Aldo Jara

Personal information
- Full name: Aldo Andrés Jara
- Date of birth: 25 April 1984 (age 41)
- Place of birth: Asunción, Paraguay
- Position(s): Forward

Senior career*
- Years: Team / Apps / (Gls)
- 2004: Cerro Porteño / 12 / (1)
- 2005: Guaraní / 3 / (0)
- 2005–2006: Coquimbo Unido / 5 / (1)
- 2007: Universitario / 4 / (0)
- 2007: Sol de América / 7 / (1)
- 2008: Melgar / 11 / (2)
- 2011: San Lorenzo
- 2012: Sportivo Iteño
- 2013: Martín Ledesma
- 2013: Sport Colombia
- 2015: San Antonio

International career
- 2001: Paraguay U17 / 10 / (8)

= Aldo Jara =

Paraguayan footballer (born 1984)

Aldo Andrés Jara (born 25 April 1984) is a Paraguayan former professional footballer who played as a forward.

==Career==
Jara was born in Asunción, Paraguay. He competed at the South American Under-17 Football Championship with the Paraguay U17 national team and became top scorer of the tournament. He also took part in the 2011 FIFA U-17 World Cup.

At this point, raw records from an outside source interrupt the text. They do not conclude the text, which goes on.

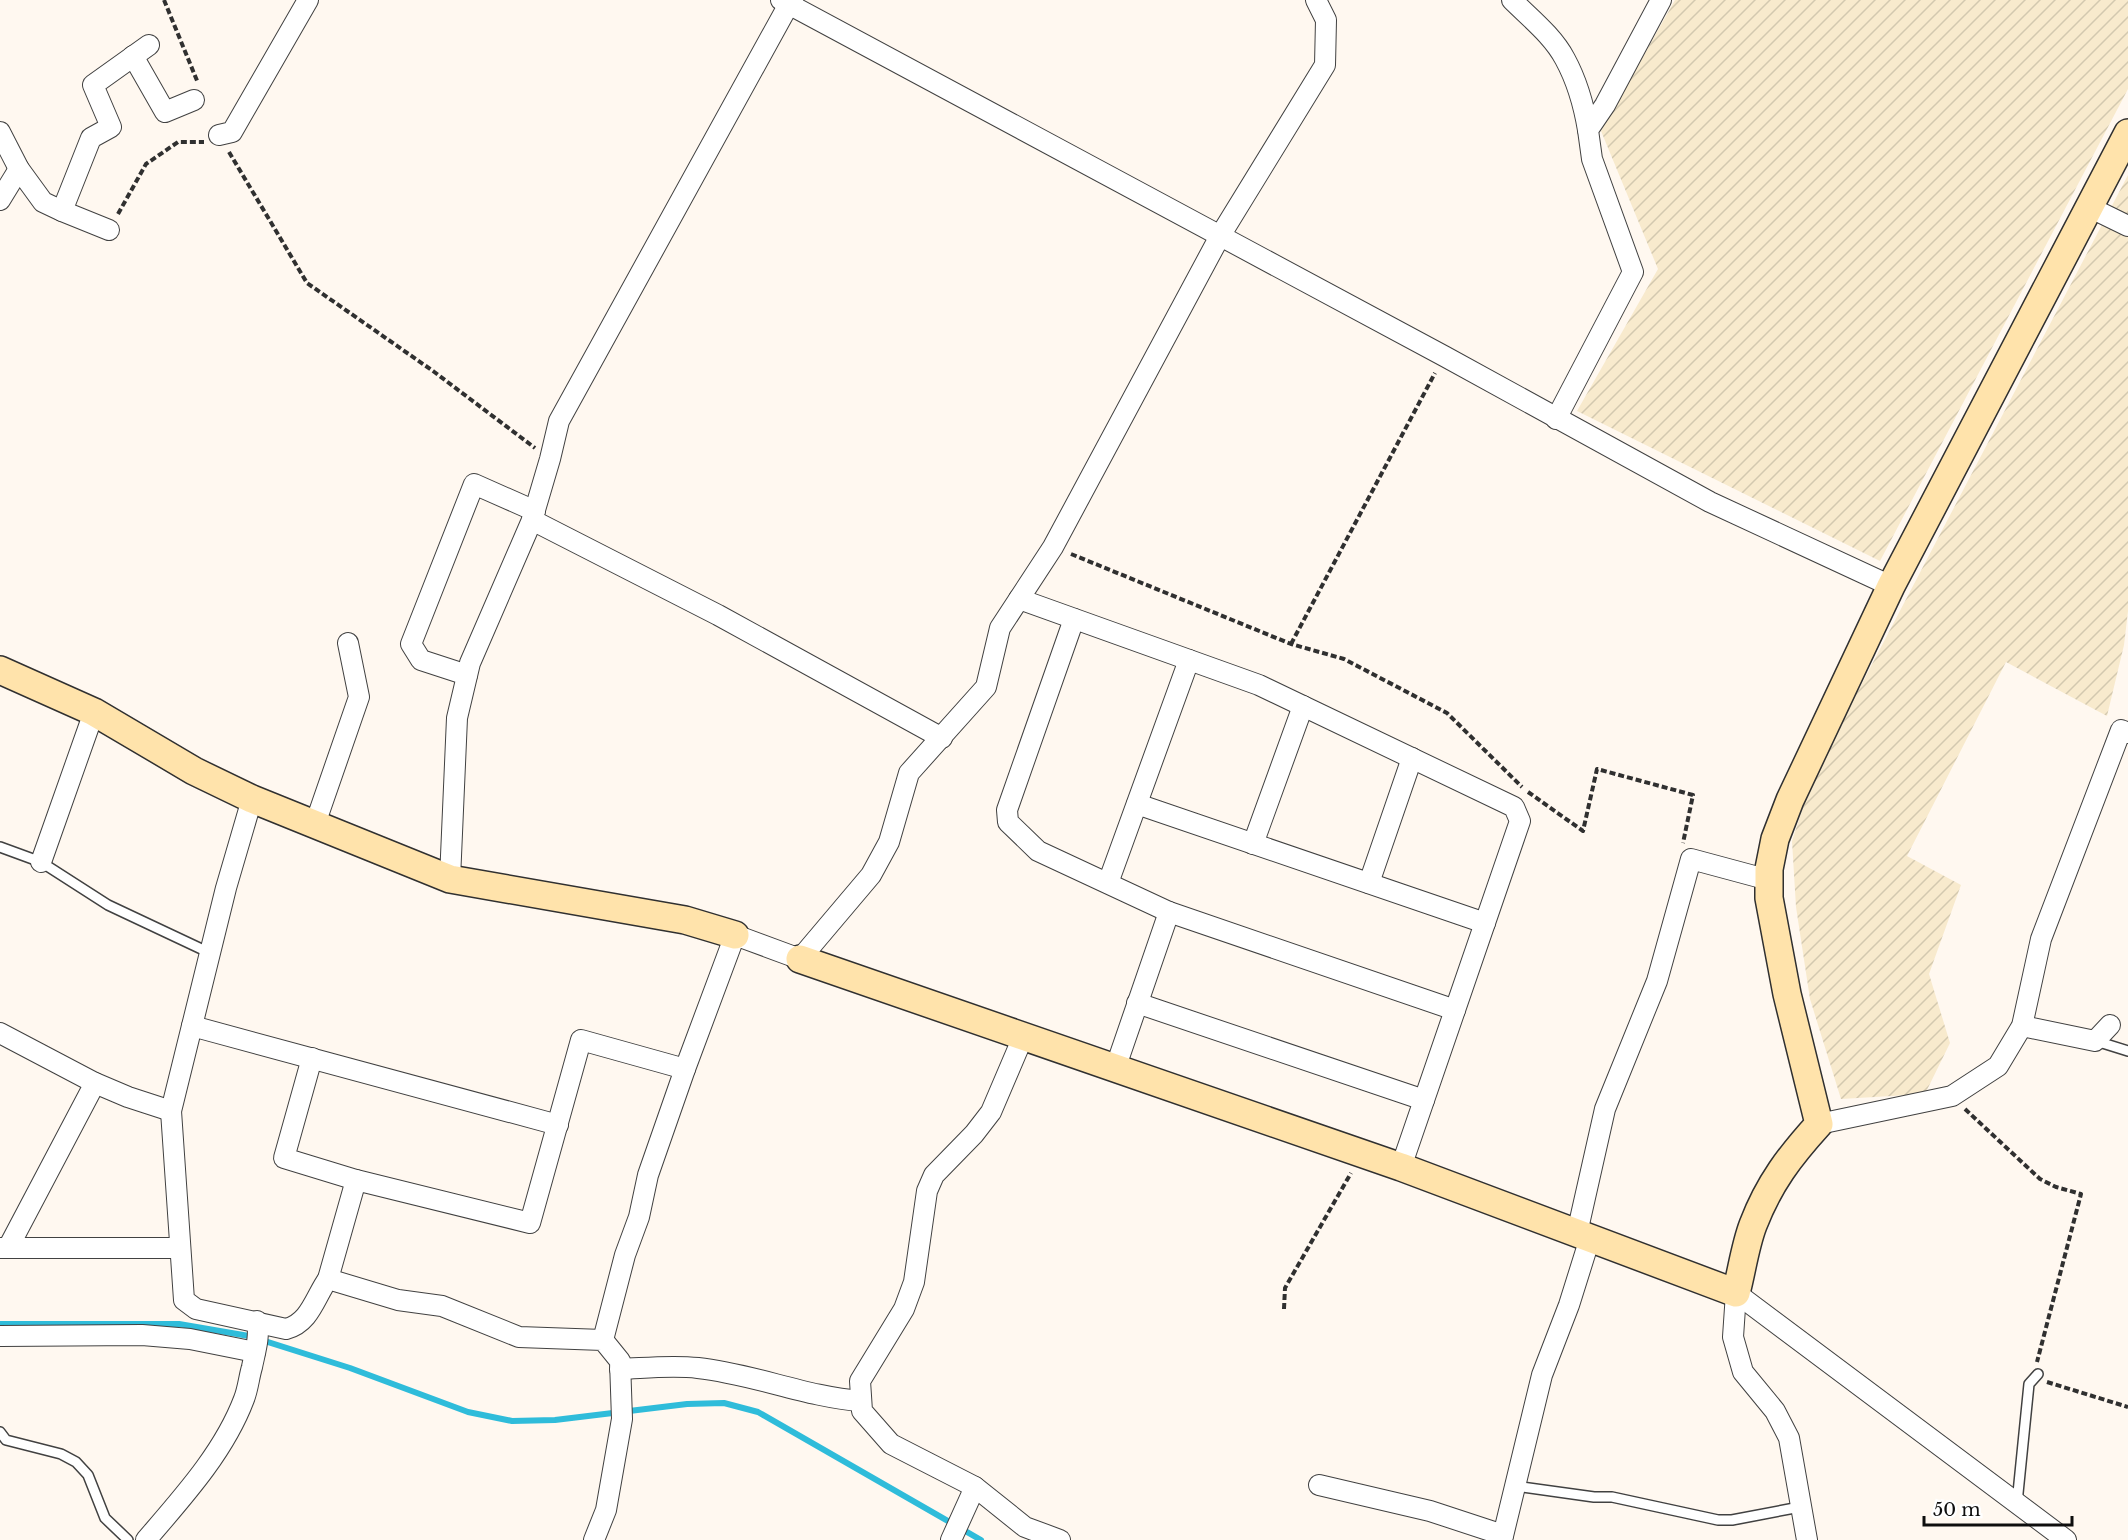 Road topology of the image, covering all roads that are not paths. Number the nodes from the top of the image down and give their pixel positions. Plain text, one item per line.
1 (309, 0) edge
2 (1316, 0) edge
3 (1512, 0) edge
4 (1661, 0) edge
5 (788, 1) edge
6 (198, 97) road end
7 (1588, 130) junction
8 (0, 132) edge
9 (2128, 132) edge
10 (219, 135) road end
11 (19, 169) junction
12 (0, 200) edge
13 (2089, 207) junction
14 (62, 211) junction
15 (2128, 226) edge
16 (109, 230) road end
17 (1220, 236) junction
18 (1556, 419) junction
19 (533, 516) junction
20 (1891, 586) junction
21 (1019, 599) junction
22 (1074, 619) junction
23 (348, 643) dead end
24 (1189, 660) junction
25 (0, 670) edge
26 (467, 675) junction
27 (1304, 706) junction
28 (94, 712) junction
29 (2128, 733) edge
30 (942, 738) junction
31 (1412, 758) junction
32 (252, 800) junction
33 (1137, 804) junction
34 (315, 824) junction
35 (1253, 844) junction
36 (0, 847) edge
37 (40, 862) junction
38 (450, 879) junction
39 (1769, 880) junction
40 (1369, 883) junction
41 (1108, 884) junction
42 (1169, 912) junction
43 (1485, 923) junction
44 (735, 935) junction
45 (210, 953) junction
46 (800, 959) junction
47 (1137, 1003) junction
48 (1455, 1010) junction
49 (2110, 1025) dead end
50 (192, 1026) junction
51 (2022, 1026) junction
52 (0, 1033) edge
53 (1023, 1037) junction
54 (2095, 1041) junction
55 (2128, 1051) edge
56 (312, 1058) junction
57 (685, 1069) junction
58 (1114, 1069) junction
59 (95, 1083) junction
60 (1424, 1100) junction
61 (171, 1111) junction
62 (1819, 1124) junction
63 (558, 1125) junction
64 (1401, 1167) junction
65 (356, 1180) junction
66 (1583, 1235) junction
67 (4, 1248) edge
68 (180, 1248) junction
69 (328, 1279) junction
70 (1736, 1293) junction
71 (0, 1336) edge
72 (257, 1338) junction
73 (603, 1340) junction
74 (620, 1369) junction
75 (2038, 1374) road end
76 (861, 1401) junction
77 (0, 1432) edge
78 (1319, 1485) dead end
79 (1515, 1486) junction
80 (972, 1494) junction
81 (2018, 1503) junction
82 (1800, 1507) junction
83 (952, 1536) edge
84 (1503, 1538) edge
85 (128, 1540) edge
86 (146, 1540) edge
87 (594, 1540) edge
88 (1060, 1540) edge
89 (1807, 1540) edge
90 (2067, 1540) edge

1 - 10 street
2 - 17 street
3 - 7 street
4 - 7 street
5 - 17 street
5 - 19 street
6 - 14 street
7 - 18 street
8 - 11 street
9 - 13 street
11 - 12 street
11 - 14 street
13 - 15 street
13 - 20 street
14 - 16 street
17 - 18 street
17 - 21 street
18 - 20 street
19 - 26 street
19 - 26 street
19 - 30 street
20 - 39 street
21 - 22 street
21 - 30 street
22 - 24 street
22 - 41 street
23 - 34 street
24 - 27 street
24 - 33 street
25 - 28 street
26 - 38 street
27 - 31 street
27 - 35 street
28 - 32 street
28 - 37 street
29 - 51 street
30 - 46 street
31 - 40 street
31 - 43 street
32 - 34 street
32 - 45 street
33 - 35 street
33 - 41 street
34 - 38 street
35 - 40 street
36 - 37 lane
37 - 45 lane
38 - 44 street
39 - 62 street
39 - 66 street
40 - 43 street
41 - 42 street
42 - 47 street
42 - 48 street
43 - 48 street
44 - 46 street
44 - 57 street
45 - 50 street
46 - 53 street
47 - 58 street
47 - 60 street
48 - 60 street
49 - 54 street
50 - 56 street
50 - 61 street
51 - 54 street
51 - 62 street
52 - 59 street
53 - 58 street
53 - 76 street
54 - 55 lane
56 - 63 street
56 - 65 street
57 - 63 street
57 - 73 street
58 - 64 street
59 - 61 street
59 - 67 street
60 - 64 street
61 - 68 street
62 - 70 street
63 - 65 street
64 - 66 street
65 - 69 street
66 - 70 street
66 - 79 street
67 - 68 street
68 - 72 street
69 - 72 street
69 - 73 street
70 - 81 street
70 - 82 street
71 - 72 street
72 - 86 street
73 - 74 street
74 - 76 street
74 - 87 street
75 - 81 lane
76 - 80 street
77 - 85 lane
78 - 84 street
79 - 82 lane
79 - 84 street
80 - 83 street
80 - 88 street
81 - 90 street
82 - 89 street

In November 2003, while at his first club Cerro Porteño he stopped attending training and club officials were unable to locate him. This came after he was left out the Paraguay U20 national team squad for the 2003 FIFA World Youth Championship.

In 2005, he played for Coquimbo Unido in the Chilean Primera División.

In August 2008, Jara joined Peruvian side FBC Melgar.

In July 2009, Jara trialled with Spanish Segunda División club FC Cartagena.